Assis au fond du foyer, tout près de l’horloge, un jeune homme nommé Fernand de Varelles bâillait de tout son cœur…, c’est-à-dire de toutes ses mâchoires. Vingt-six à vingt-sept ans, une figure spirituelle, de fines moustaches noires, le teint mat et chaud d’un créole, de grands yeux, des gants frais, un habit comme celui de tout le monde, – ce qui est le seul vêtement distingué, – dix louis dans sa poche, un bon appétit, pas de maîtresse, beaucoup de nonchalance, un peu d’ennui et pas mal de mauvaise humeur : voilà quel était au physique et au moral le signalement de notre héros.
Au bout de quelques minutes, un monsieur tout couvert de bijoux, évidemment Moldave, Italien, courtier marron ou marchand de contremarques, quitta la place qu’il occupait près de Fernand pour s’élancer sur les traces de quelque sylphide de sa connaissance. Il fut aussitôt remplacé sur le divan par une petite femme blonde, vêtue d’un simple domino noir. Elle poussa un soupir de soulagement en ramenant vers elle les plis de sa crinoline, qui n’avaient pas manqué de s’étaler à droite comme à gauche sur les genoux de ses deux voisins. L’un de ces voisins était un volumineux Allemand, à tous crins, qui étouffait dans son habit bleu et dans sa cravate blanche. Il paraissait singulièrement préoccupé de sa voisine de droite, forte femme dont le domino gonflé laissait deviner des charmes rebondissant, dignes d’une statue de la Santé. Comme la petite blonde avait un peu empiété, en s’asseyant, sur la place de l’Allemand, il daigna cependant faire attention à elle, et la repoussa en grommelant afin de conserver lui-même toutes ses aises. Quant à Fernand de Varelles, qui retardait un peu sur son siècle, il se serra poliment afin de laisser le plus de place possible à la nouvelle venue. Puis il se remit à bâiller de plus belle.

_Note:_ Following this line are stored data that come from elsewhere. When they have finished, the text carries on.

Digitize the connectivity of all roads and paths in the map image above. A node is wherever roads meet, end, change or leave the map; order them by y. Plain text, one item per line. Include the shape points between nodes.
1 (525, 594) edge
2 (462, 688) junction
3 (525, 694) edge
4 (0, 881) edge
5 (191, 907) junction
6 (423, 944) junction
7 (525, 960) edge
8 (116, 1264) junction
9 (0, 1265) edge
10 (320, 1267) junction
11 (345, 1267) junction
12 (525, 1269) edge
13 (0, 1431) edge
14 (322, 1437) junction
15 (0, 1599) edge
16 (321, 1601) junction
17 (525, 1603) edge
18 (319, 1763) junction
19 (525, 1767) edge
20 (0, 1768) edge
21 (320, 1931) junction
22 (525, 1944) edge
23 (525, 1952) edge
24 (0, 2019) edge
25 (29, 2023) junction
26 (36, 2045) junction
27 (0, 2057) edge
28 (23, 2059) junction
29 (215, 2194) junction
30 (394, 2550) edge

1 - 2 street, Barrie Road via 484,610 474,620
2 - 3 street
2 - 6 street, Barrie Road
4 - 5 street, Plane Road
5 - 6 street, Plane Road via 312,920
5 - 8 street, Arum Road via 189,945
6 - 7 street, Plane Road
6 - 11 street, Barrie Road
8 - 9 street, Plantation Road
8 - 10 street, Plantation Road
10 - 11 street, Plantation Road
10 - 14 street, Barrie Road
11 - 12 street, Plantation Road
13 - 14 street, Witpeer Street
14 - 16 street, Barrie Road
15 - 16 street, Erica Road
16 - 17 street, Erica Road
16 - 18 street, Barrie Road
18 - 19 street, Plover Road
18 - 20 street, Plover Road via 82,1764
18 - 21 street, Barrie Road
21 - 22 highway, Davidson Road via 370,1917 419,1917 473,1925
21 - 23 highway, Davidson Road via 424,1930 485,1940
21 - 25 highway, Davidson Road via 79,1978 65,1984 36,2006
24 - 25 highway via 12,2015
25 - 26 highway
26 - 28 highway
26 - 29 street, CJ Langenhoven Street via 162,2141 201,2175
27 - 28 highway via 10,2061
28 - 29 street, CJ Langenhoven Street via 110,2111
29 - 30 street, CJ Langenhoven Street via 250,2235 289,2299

La voisine attendait sans doute quelqu’un, car elle regardait attentivement chaque cavalier qui passait. Elle semblait inquiète et contrariée. Bientôt l’impatience la prit : ses petits pieds, de fort jolis pieds, vraiment, commencèrent à battre une sorte de polka sur le parquet. On sait quel effet agaçant produisent, sur des gens déjà impatientés, les bâillements spasmodiques d’un voisin. L’exercice auquel se livrait Fernand ne tarda pas à exaspérer le petit domino.
– En vérité, dit-elle au jeune homme avec le laisser aller en usage au bal masqué, en vérité, voisin, tu bâilles d’une manière insupportable.
– Dis donc, beau masque, tu m’as l’air d’assez mauvaise humeur ?
– Oh oui ! oh oui !
– Un infidèle ?…
– Je le crains.
– Que tu aimes ?
Le domino haussa les épaules.
– C’est un coulissier.
– Et c’est sur moi, innocent, que tu te venges des crimes de ce volage !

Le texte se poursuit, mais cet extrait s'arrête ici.